Lal’lor’s massive gray form was bent over a table littered with sheets of complicated symbols. Margo, who was sprawled in the bunk, explained to Kenniston, “He works theorems for amusement. He even claims he knows what all those figures mean.”
Lal’lor’s small eyes twinkled in his flat, featureless face. He thrust the sheets aside and said, “Sit down, Kenniston. So we are to be allies now, as well as friends.”
“I wish,” said Kenniston, “that someone would tell me just what this alliance means. Remember, I’m gambling the fate of my people on faith, without knowing a damned thing.”
“There’s nothing sinister about it,” said Gorr Holl. He eased his furry bulk onto the corner of Lal’lor’s table, which was quite strong enough to hold him. “As I told you, we all have the same problem, and the solution to that problem revolves around a man and a process.”
He paused. “By a peculiar freak, Kenniston, you have been thrown with us rather than with your own kind. The human races spread out from Earth so long ago, and have continued to move and spread, constantly expanding, that they have lost all sense of identification with their old birthworld, or any other. The universe is their home, not a planet.”
Kenniston was beginning to understand that better with every passing minute. The impersonal magnitudes of space, many times recrossed, would tend to sever a man from the old narrow ways of thought. Carol had been right about that.

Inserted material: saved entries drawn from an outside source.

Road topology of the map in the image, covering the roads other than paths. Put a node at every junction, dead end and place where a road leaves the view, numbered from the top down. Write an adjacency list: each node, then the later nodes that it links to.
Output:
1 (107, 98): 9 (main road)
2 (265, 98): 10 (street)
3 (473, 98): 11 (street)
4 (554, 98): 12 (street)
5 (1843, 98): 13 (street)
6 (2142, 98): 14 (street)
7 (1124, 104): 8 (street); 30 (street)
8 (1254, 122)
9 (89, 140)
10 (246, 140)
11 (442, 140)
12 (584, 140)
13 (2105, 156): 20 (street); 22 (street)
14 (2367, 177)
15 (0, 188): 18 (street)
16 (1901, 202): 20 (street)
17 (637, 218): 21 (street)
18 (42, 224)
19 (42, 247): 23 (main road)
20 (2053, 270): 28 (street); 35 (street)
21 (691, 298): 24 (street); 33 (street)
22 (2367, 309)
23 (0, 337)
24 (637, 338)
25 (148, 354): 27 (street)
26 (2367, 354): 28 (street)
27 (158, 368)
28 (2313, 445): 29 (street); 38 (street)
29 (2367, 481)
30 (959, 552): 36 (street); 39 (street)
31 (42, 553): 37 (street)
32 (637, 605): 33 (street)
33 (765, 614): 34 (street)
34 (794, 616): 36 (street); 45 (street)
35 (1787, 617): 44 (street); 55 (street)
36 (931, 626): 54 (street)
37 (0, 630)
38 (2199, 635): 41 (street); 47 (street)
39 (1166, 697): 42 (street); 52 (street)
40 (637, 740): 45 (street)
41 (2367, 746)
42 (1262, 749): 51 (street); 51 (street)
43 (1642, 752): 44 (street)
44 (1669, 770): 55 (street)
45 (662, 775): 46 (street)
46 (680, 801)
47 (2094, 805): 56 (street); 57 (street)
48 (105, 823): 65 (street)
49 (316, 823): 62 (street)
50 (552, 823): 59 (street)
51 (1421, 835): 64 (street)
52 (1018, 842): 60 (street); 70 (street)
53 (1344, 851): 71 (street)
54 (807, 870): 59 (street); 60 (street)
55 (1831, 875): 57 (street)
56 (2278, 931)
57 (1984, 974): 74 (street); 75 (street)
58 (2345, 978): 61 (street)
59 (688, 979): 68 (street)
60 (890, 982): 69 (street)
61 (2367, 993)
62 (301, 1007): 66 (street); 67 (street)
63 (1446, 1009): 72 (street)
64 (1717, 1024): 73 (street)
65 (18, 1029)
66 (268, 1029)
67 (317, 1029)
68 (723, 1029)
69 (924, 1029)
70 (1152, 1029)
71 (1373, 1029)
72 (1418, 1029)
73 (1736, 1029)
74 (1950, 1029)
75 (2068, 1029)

Gorr Holl went on. “But we of the humanoid races don’t have that background. When the humans came to our worlds, we were nearly all barbarians, and quite happy in our barbarism. Well, they civilized us, and now we are accepted as equals. But we’re still more primitive in thought than they, we still cling to our native worlds, and whenever it becomes necessary to move us, we balk—just as your people are balking now, though we have learned to be less violent. In the end, of course, we’ve always given in. But in the last few years we’ve hung on more desperately because we’ve had something to hope for—this process of Jon Arnol’s.”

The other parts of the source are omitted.